Brasília - O senador Roberto Requião (PMDB-PR) prometeu ontem entrar com um mandado de segurança com pedido de liminar no Supremo Tribunal Federal (STF) para tentar anular a convenção nacional do partido, que aconteceu em Brasília. Requião foi derrotado no Tribunal Superior Eleitoral (TSE) na madrugada de ontem por uma liminar do presidente do tribunal, ministro Nelson Jobim, que derrubou a decisão anterior que suspendia a convenção do PMDB.
Ontem pela manhã, a Executiva Nacional do PMDB decidiu incluir na cédula de votação da convenção a pergunta sobre a candidatura de Requião à Presidência da República, além da proposta de coligação com o PSDB e a indicação da deputada Rita Camata (PMDB-ES) como vice. Até anteontem, o questionamento sobre a pré-candidatura de Requião só seria apresentada aos convencionais do partido caso a tese da coligação com o PSDB fosse derrotada.
Além de criticar o fato de estar competindo com o pré-candidato José Serra (PSDB), um candidato até então não-homologado pelo seu próprio partido, Requião defendeu que deveria constar na cédula de votação a opção de o partido não ter candidato e ficar livre para coligar nos Estados.
A candidatura de Serra foi oficializada ontem na convenção nacional do PSDB, que também aconteceu em Brasília.
Requião não poupou críticas à decisão do presidente do TSE, ministro Nelson Jobim, que permitiu a realização da convenção ao derrubar uma liminar dada pouco antes pelo também ministro do TSE, Sálvio de Figueiredo. ‘‘Tenho que elogiar a Justiça brasileira.

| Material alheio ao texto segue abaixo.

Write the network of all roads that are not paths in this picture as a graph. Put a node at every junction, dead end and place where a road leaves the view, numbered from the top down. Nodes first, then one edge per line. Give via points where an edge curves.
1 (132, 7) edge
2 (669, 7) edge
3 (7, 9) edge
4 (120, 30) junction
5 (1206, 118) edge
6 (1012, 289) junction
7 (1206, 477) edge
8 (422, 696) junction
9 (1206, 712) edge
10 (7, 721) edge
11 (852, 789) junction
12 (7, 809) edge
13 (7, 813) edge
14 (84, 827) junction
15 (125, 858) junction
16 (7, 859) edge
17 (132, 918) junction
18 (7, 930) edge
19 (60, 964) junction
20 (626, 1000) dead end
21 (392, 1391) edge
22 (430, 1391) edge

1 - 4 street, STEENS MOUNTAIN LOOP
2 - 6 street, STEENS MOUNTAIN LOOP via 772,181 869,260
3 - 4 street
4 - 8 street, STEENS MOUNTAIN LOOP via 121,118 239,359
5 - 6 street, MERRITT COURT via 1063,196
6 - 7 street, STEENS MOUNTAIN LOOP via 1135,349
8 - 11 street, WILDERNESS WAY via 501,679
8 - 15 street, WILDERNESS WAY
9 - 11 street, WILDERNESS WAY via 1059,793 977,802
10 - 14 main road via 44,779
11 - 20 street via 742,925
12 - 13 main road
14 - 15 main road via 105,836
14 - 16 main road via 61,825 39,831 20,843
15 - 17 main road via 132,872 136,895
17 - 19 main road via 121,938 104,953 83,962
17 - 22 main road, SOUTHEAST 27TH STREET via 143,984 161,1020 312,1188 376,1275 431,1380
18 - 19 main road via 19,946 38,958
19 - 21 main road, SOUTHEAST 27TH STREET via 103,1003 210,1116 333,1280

O ministro Nelson Jobim trabalha até a noite e com rapidez para defender os interesses da Justiça. É impressionante a rapidez do nosso Judiciário’’, disse Requião, com ironia.
Em tom agressivo, Requião também atacou o governo Fernando Henrique Cardoso, o candidato José Serra e ministros. O senador só interrompeu discurso para ‘‘saudar’’ a chegada da deputada Rita Camata (PMDB-ES), indicada para compor a chapa como vice de Serra. ‘‘Meus cumprimentos para a Rita’’. Durante o discurso de Requião, apenas o presidente nacional do PMDB, Michel Temer (SP), permaneceu na mesa, pois as demais lideranças do partido, como o presidente do Senado, Ramez Tebet (MS), senador Renan Calheiros (AL), e o deputado Geddel Vieira Lima (BA), levantaram para receber Rita Camata.

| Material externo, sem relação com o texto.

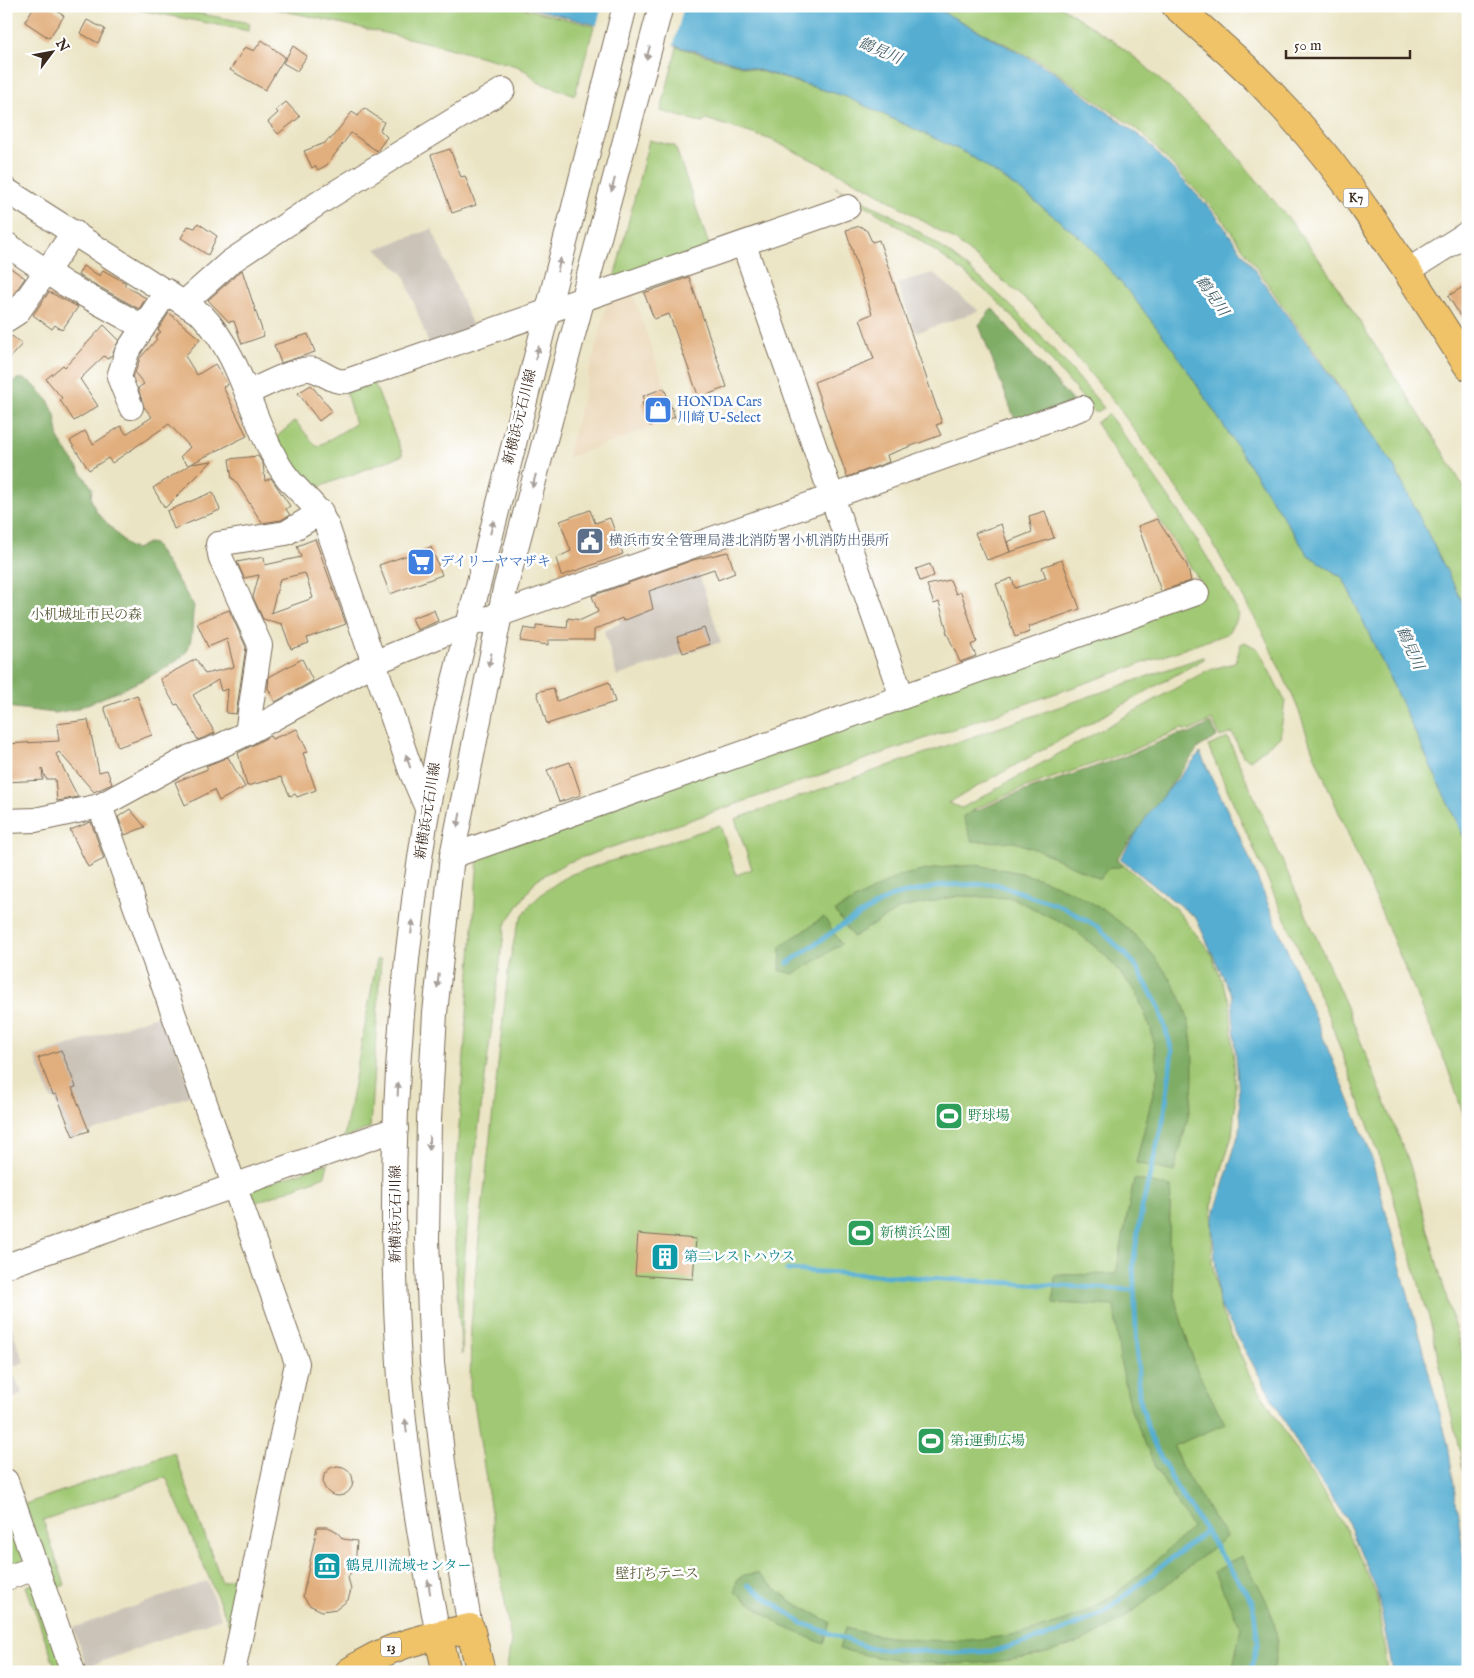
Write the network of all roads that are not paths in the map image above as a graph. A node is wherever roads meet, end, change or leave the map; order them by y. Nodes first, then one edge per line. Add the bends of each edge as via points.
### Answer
1 (625, 6) edge
2 (661, 6) edge
3 (1166, 6) edge
4 (1176, 6) edge
5 (1183, 6) edge
6 (1188, 6) edge
7 (1225, 44) junction
8 (503, 90) dead end
9 (6, 190) edge
10 (848, 208) dead end
11 (74, 232) junction
12 (1468, 233) edge
13 (6, 244) edge
14 (744, 245) junction
15 (1420, 263) dead end
16 (46, 273) junction
17 (175, 297) junction
18 (584, 299) junction
19 (547, 312) junction
20 (6, 320) edge
21 (144, 327) junction
22 (1468, 354) edge
23 (1468, 366) edge
24 (247, 393) junction
25 (131, 407) dead end
26 (1082, 408) dead end
27 (830, 497) junction
28 (321, 512) junction
29 (1197, 593) dead end
30 (500, 612) junction
31 (466, 625) junction
32 (376, 662) junction
33 (902, 697) junction
34 (247, 733) junction
35 (100, 806) junction
36 (426, 806) junction
37 (6, 821) edge
38 (452, 856) junction
39 (396, 1129) junction
40 (235, 1185) junction
41 (6, 1266) edge
42 (6, 1481) edge
43 (36, 1568) junction
44 (6, 1578) edge
45 (470, 1628) junction
46 (438, 1635) junction
47 (73, 1672) edge
48 (233, 1672) edge
49 (349, 1672) edge
50 (447, 1672) edge
51 (481, 1672) edge

19 -> 1 street, 新横浜元石川線
2 -> 18 street
3 - 7 main road, K7
4 - 7 main road, K7
5 - 7 main road, K7
6 - 7 main road, K7
7 - 22 main road, K7 via 1281,94 1328,149
7 - 23 main road, K7 via 1324,154
8 - 17 street via 322,201 212,276
9 - 11 street
10 - 14 street
11 - 16 street
11 - 17 street
12 - 15 street
13 - 16 street
14 - 18 street
14 - 27 street
16 - 20 street via 17,313
16 - 21 street
17 - 21 street
17 - 24 street via 202,315 214,328
18 - 19 street
18 -> 30 street
19 - 24 street via 347,381 337,382 313,369 302,370
31 -> 19 street, 新横浜元石川線
21 - 25 street via 128,352 119,377
24 - 28 street via 280,468
26 - 27 street
27 - 30 street
27 - 33 street
28 - 32 street
28 - 34 street via 286,533 218,544 221,559 260,645
29 - 33 street
30 - 31 street
30 -> 38 street
31 - 32 street
31 - 36 street, 新横浜元石川線
32 - 34 street
36 -> 32 street
33 - 38 street
34 - 35 street via 218,748 190,757
35 - 37 street via 34,820
35 - 40 street
39 -> 36 street, 新横浜元石川線 via 402,1015
38 -> 45 street via 435,1013 429,1120 428,1239 432,1363 443,1462
39 - 40 street
46 -> 39 street, 新横浜元石川線 via 411,1473 399,1364
40 - 41 street
40 - 48 street via 298,1363
42 - 43 street
43 - 44 street
43 - 47 street
45 - 46 main road, 13
45 - 51 main road
46 - 49 main road, 13 via 392,1647
46 - 50 main road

Os dissidentes do PMDB que rechaçam a coligação, o ex-presidente José Sarney (AM), o ex-governador de São Paulo Orestes Quércia e o ex-deputado Paes de Andrade (CE) não integraram a mesa principal, ocupando cadeiras colocadas ao lado. No discurso, Requião condenou as críticas dos especuladores que tumultuaram o mercado financeiro nos últimos dias.
Em seguida, repetiu várias vezes que o partido deve romper com o governo, para reagir à especulação internacional. ‘‘Ruptura sim; ruptura com a especulação, com o modelo cuja a âncora, cujo fundamento, apóia-se no desemprego.’’ O resultado da convenção peemedebista só sairia no final da tarde de ontem.